What you need to do
Each entry should be written out once more, exactly as given below.

Saved entries:

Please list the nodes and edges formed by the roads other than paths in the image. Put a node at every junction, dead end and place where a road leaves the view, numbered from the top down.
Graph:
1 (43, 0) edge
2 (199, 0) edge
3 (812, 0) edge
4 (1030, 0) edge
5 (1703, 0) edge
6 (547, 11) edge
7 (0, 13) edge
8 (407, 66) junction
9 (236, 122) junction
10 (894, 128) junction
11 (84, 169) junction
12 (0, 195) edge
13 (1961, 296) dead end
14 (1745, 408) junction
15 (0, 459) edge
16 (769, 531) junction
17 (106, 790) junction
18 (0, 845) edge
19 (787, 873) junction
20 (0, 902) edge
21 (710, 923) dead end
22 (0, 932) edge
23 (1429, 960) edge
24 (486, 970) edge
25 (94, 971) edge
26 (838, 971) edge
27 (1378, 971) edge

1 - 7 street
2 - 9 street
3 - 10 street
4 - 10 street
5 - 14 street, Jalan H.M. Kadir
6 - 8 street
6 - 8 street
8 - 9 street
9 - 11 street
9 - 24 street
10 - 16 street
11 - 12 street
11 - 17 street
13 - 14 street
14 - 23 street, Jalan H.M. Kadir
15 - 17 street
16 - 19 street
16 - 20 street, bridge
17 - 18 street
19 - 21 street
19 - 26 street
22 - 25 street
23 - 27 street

Your solution
Please list the nodes and edges formed by the roads other than paths in the image. Put a node at every junction, dead end and place where a road leaves the view, numbered from the top down.
Graph:
1 (43, 0) edge
2 (199, 0) edge
3 (812, 0) edge
4 (1030, 0) edge
5 (1703, 0) edge
6 (547, 11) edge
7 (0, 13) edge
8 (407, 66) junction
9 (236, 122) junction
10 (894, 128) junction
11 (84, 169) junction
12 (0, 195) edge
13 (1961, 296) dead end
14 (1745, 408) junction
15 (0, 459) edge
16 (769, 531) junction
17 (106, 790) junction
18 (0, 845) edge
19 (787, 873) junction
20 (0, 902) edge
21 (710, 923) dead end
22 (0, 932) edge
23 (1429, 960) edge
24 (486, 970) edge
25 (94, 971) edge
26 (838, 971) edge
27 (1378, 971) edge

1 - 7 street
2 - 9 street
3 - 10 street
4 - 10 street
5 - 14 street, Jalan H.M. Kadir
6 - 8 street
6 - 8 street
8 - 9 street
9 - 11 street
9 - 24 street
10 - 16 street
11 - 12 street
11 - 17 street
13 - 14 street
14 - 23 street, Jalan H.M. Kadir
15 - 17 street
16 - 19 street
16 - 20 street, bridge
17 - 18 street
19 - 21 street
19 - 26 street
22 - 25 street
23 - 27 street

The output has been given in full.